Primeiro, porque quando falamos amor, falamos o amor de muitas maneiras (storge, philia, eros e agapé) e em muitos sentidos, incorrendo sempre no risco de fazer o seu mau uso através de uma compreensão errada ou do exercício errado em condições, por exemplo, disfuncionais ou adoecidas.
Sim, os amores são bíblicos e cada um tem seu traço distintivo. Mas, como nos lembrou C. S. Lewis, “os amores humanos podem ser imagens gloriosas do amor divino. Nada menos que isso, mas também nada mais – proximidades de semelhança que de um lado podem ajudar, mas de outro servir de impedimento…”, quando, por exemplo, embalado pela obstinação de uma causa ou pessoa, esse amor se torna fonte de cruéis violações contra pessoas, causas e coisas, tirando-as, na maioria das vezes, de seu lugar de correspondência e benefício. Quer um exemplo atual dessa dificuldade e risco? Família é amor! Família é onde tem amor! Mas estamos falando de qual natureza amorosa? Há critérios ou exigências distintivas para este amor? Toda forma de amor vale a pena? Se cremos haver alguma ordem criacional para a família, temos então alguns parâmetros para essas respostas.
Segundo, porque o amor sem a correspondência adequada se torna puro sentimento passível de muitas grosserias. Moralidade fundada em sentimento como experiência de aprovação e desaprovação acaba por se tornar meios de sutis tiranias. Cria um tipo de raciocínio onde o certo e o errado são dados por motivos subjetivos e não por padrões universais – e objetivos, como aqueles presentes na Bíblia. Imagine essa baliza como prática de uma cultura inteira? Alguns podem dizer, se tem o sentimento certo, o motivo correto, logo a ação é a correta e desejável. Se é por amor, como poderia estar errado? Deus é amor! Mas que amor é este? Calcado na riqueza do caráter e operação de Deus ou em nossas ambíguas subjetividades? Precisamos responder. Afinal, a cultura do sentimento e da valorização das experiências emotivas do sujeito é uma questão séria em nossos dias e a espiritualidade cristã já se encontra sob pressão de um tipo de sentimentalismo bastante acentuado. Não por acaso, este já tenha contaminado as questões e posturas éticas de muitos cristãos.

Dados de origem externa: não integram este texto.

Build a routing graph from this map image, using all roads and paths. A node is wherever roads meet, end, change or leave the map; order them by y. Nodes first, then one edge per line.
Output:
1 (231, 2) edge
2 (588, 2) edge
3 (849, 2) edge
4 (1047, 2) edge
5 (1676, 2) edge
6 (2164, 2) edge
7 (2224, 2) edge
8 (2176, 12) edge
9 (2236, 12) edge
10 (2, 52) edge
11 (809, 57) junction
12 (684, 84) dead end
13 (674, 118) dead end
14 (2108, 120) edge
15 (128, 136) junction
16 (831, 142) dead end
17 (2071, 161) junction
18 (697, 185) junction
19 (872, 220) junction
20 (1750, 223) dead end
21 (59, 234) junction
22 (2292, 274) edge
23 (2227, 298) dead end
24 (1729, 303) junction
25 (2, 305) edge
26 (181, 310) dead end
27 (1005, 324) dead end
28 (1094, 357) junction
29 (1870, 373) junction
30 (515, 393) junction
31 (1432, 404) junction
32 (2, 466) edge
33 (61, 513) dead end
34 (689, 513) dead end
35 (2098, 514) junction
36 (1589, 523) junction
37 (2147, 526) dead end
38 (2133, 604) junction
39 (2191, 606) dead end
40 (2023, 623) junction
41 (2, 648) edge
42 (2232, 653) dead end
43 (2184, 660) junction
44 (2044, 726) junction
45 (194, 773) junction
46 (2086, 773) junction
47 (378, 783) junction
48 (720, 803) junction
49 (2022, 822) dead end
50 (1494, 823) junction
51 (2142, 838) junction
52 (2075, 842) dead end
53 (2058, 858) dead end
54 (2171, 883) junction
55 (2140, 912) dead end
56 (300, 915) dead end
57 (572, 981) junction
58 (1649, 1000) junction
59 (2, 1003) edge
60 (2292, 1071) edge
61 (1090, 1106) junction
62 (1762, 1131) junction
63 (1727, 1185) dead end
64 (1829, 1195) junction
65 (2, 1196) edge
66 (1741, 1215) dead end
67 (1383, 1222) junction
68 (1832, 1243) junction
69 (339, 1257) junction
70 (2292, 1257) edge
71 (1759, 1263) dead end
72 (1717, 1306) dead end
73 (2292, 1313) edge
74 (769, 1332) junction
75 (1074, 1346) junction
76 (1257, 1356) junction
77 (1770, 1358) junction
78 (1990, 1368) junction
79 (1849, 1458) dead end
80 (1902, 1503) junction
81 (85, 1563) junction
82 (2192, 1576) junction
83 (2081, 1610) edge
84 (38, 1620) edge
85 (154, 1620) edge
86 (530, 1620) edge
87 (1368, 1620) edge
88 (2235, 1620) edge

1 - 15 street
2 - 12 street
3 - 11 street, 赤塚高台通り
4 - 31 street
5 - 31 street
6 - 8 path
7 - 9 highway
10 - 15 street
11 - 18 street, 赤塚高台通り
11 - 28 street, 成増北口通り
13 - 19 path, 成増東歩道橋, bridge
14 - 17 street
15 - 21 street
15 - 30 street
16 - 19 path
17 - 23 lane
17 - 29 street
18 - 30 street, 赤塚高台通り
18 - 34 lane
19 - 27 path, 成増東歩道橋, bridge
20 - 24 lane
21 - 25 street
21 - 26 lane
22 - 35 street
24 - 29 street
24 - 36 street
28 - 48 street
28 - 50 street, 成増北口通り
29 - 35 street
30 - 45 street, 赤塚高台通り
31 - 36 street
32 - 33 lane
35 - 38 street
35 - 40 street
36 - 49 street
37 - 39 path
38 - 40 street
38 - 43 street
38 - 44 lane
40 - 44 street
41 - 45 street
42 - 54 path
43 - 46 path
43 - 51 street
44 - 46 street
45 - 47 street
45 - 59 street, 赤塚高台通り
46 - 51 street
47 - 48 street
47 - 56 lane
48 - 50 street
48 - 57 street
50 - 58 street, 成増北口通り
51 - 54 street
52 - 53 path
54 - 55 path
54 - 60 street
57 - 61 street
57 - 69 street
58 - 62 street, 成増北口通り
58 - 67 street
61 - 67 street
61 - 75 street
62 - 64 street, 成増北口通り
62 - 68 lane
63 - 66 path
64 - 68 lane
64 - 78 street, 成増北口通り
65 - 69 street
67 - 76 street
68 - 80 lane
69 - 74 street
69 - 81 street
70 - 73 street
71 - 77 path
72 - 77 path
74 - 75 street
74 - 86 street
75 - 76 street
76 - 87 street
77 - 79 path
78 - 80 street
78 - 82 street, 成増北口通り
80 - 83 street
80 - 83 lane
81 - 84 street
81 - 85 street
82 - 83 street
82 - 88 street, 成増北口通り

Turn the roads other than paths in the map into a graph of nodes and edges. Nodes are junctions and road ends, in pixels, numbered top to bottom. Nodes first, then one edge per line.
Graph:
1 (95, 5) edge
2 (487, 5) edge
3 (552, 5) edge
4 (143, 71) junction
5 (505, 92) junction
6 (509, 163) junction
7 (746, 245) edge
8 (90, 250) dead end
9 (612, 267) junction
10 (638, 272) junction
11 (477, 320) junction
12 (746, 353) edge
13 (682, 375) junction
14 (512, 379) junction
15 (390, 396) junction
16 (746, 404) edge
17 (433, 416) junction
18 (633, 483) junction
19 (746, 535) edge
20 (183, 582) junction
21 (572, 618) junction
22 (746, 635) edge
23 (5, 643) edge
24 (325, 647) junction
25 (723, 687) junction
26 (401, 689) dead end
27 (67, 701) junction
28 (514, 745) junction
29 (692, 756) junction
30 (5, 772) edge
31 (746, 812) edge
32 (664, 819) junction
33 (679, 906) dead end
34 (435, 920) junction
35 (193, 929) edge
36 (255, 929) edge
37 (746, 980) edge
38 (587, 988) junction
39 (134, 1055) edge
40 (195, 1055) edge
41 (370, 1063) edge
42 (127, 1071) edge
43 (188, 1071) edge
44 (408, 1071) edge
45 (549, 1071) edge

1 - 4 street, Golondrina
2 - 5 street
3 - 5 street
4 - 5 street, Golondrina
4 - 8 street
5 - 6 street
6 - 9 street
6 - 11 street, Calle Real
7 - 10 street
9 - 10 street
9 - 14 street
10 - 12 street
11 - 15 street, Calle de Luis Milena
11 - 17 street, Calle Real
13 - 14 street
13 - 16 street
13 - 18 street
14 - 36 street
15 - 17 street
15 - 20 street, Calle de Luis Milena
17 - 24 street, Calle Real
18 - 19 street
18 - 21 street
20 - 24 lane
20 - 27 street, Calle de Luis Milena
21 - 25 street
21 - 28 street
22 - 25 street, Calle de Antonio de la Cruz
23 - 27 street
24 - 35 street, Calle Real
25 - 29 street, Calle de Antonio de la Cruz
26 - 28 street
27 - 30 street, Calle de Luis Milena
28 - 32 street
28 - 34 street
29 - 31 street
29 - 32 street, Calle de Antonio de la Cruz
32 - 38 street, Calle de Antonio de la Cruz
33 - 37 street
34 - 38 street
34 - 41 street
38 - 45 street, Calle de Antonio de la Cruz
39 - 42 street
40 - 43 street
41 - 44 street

No artigo The Meanings of Love in the Bible (Os Significados do Amor na Bíblia), disponível na Web, John Piper percorre de Gênesis a Apocalipse apontando versículo a versículo onde aparecem o (1) amor de Deus, (2) amor do humano por Deus, (3) amor do humano pelo humano, (4) amor do humano pelas coisas, (5) amor de Deus pelo seu Filho, (6) amor de Deus pelo humano e (7) amor do humano por Deus e por Cristo. Ele é profícuo em demonstrar as dimensões e as diferentes naturezas do amor e do seu exercício, nos fazendo lembrar que generalizações podem nos roubar a natureza e a responsabilidade de fazê-lo coincidir com o amor do próprio Deus, fonte primária de todos os amores. Portanto, estejamos atentos. Deus é amor (1 Jo. 4:8), mas também é justo (Sl. 7:11), santo (Ap. 4:8), soberano (Ap. 1:5) e imutável (Hb. 7:24) e quando lida conosco o faz sem precisar compensar ou negociar qualquer desses atributos.
Não poderia deixar de mencionar que na esteira do uso torpe da verdade bíblica fundamental, Deus é amor,se encontra também aquela máxima popular: Deus odeia o pecado, mas ama o pecador. Fico aqui pensado se o que João viu no Apocalipse eram objetos inanimados reconhecidos como pecado ou seres humanos irreconciliáveis. Mas melhor deixar esse papo para outra hora.